Writing to stdout from async function

Hi,

I’m trying to understand how to write to stdout correctly from async functions when using std.Io.Threaded, for the use case of writing logs from the connection handler function in a tcp server.

I have the following minimum code to reproduce the issue, which is an error.WriteFailed that only happens from the connection handler, and only when it is called with io.async.

I bet something is wrong with the way i use std.Io.Mutex, or the way i store my handle to stdout and my writer, or the way i init the threaded io, but I’ve been struggling to find examples up to date with the new I/O interface and i don’t know much about multithreading so i can’t figure out the fix.

Can someone let me know what’s wrong with the code below ?

const std = @import("std");
const Io = std.Io;
const net = Io.net;
const fmt = std.fmt;

const Logger = struct {
    stdout: std.Io.File,
    stdout_buffer: [4096]u8,
    stdout_mutex: std.Io.Mutex,
    writer: std.Io.File.Writer,

    pub fn init(l: *Logger, io: std.Io) void {
        l.stdout = std.Io.File.stdout();
        l.stdout_buffer = undefined;
        l.stdout_mutex = std.Io.Mutex.init;
        l.writer = std.Io.File.Writer.init(l.stdout, io, &l.stdout_buffer);
    }

    pub fn log(l: *Logger, io: std.Io, comptime format: []const u8, args: anytype) !void {
        try l.stdout_mutex.lock(io);
        defer l.stdout_mutex.unlock(io);

        var wr = &l.writer.interface;
        try wr.print(format, args);
        try wr.flush();
    }
};

fn handleConn(io: Io, logger: *Logger, conn: net.Stream) void {
    logger.log(io, "handling connection in handleConn\n", .{}) catch |err| {
        std.debug.print("ERROR: {}\n", .{err});
    };
    conn.close(io);
}

pub fn main() !void {
    var debug_allocator: std.heap.DebugAllocator(.{
        .thread_safe = true,
    }) = .init;
    const process_allocator = debug_allocator.allocator();

    var threaded: Io.Threaded = .init(process_allocator, .{});
    var io = threaded.io();

    var logger: Logger = undefined;
    logger.init(io);

    try logger.log(io, "START SERVICE\n", .{});

    const loopback: net.IpAddress = .{ .ip4 = net.Ip4Address.loopback(8888) };
    var server = loopback.listen(io, .{ .reuse_address = true }) catch |err| {
        std.debug.print("error : {}\n", .{err});
        return err;
    };
    defer server.deinit(io);
    while (true) {
        const conn = server.accept(io) catch {
            continue;
        };
        // The following works as expected:
        //
        //  handleConn(io, &logger, conn);

        // The following does not work. It shows "ERROR: error.WriteFailed" in
        // the terminal when i send a request to the listening server
        var conn_future = io.async(handleConn, .{ io, &logger, conn });
        defer conn_future.cancel(io);
    }
}

I think you have the wrong shape here, as you’re immediately canceling in the accept-loop.
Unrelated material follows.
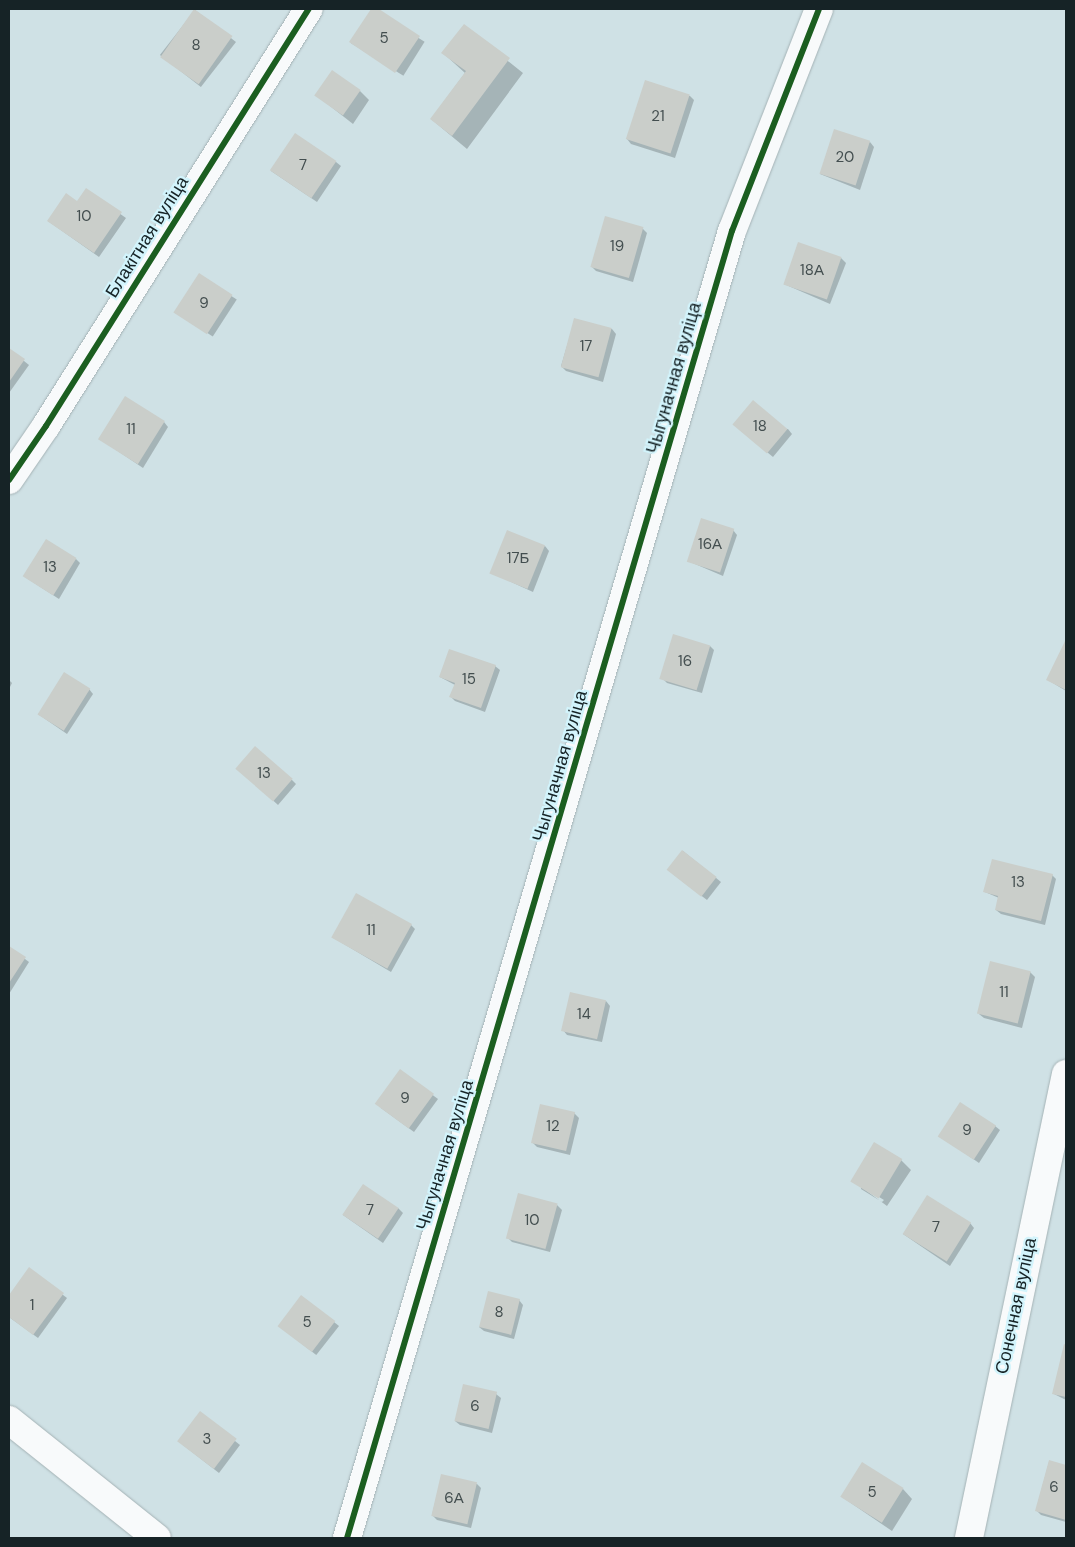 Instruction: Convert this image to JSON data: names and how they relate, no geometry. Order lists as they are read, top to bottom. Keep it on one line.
{"streets":{"street":["Блакітная вуліца","Чыгуначная вуліца","Сонечная вуліца"]},"house_numbers":["5","8","21","20","7","10","19","18А","9","17","18","11","16А","17Б","13","16","15","13","13","11","11","14","9","12","9","7","10","7","1","8","5","6","3","6","5","6А"]} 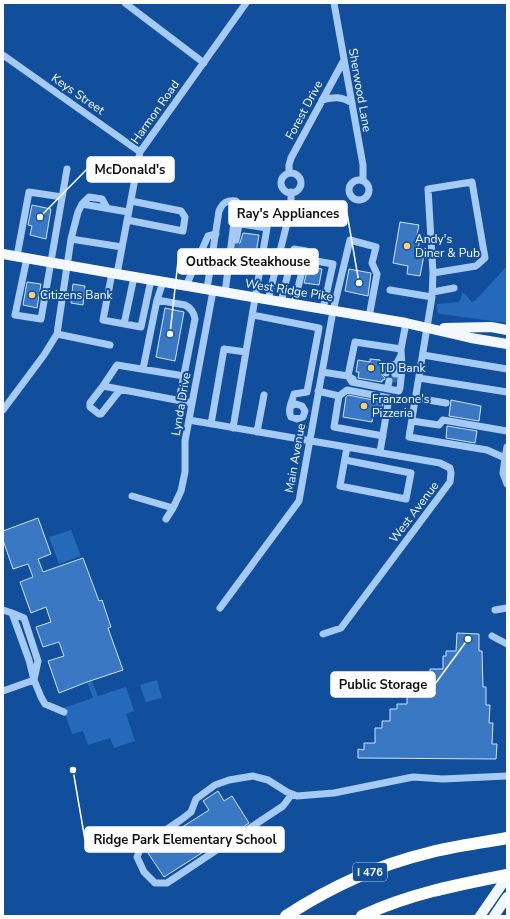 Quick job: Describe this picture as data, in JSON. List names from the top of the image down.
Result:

You probably want an Io.Group before the loop which you defer cancel. Then inside the loop, you call async on the group instead of on io directly.

2 Likes

I ran this in a debugger and stepped through the handle connection function. One thing that helped me is that the Writer has an err field that is set to the actual error. Changing the handler like so:

  fn handleConn(io: Io, logger: *Logger, conn: net.Stream) void {
      logger.log(io, "handling connection in handleConn\n", .{}) catch |err| {
-          std.debug.print("ERROR: {}\n", .{err});
+          std.debug.print("ERROR: {} -> w.err == {?}\n", .{ err, logger.writer.err });
      };
      conn.close(io);
  }

Results in:

ERROR: error.WriteFailed -> w.err == error.Canceled

So you are getting a cancelled error when you are flushing.

Like @cryptocode alluded to, your problem is that you are cancelling in the loop. So on the end of the current iteration, you are cancelling the handler, which gives you the write failure.

It is better to let it run, and have the cancel occur outside the loop.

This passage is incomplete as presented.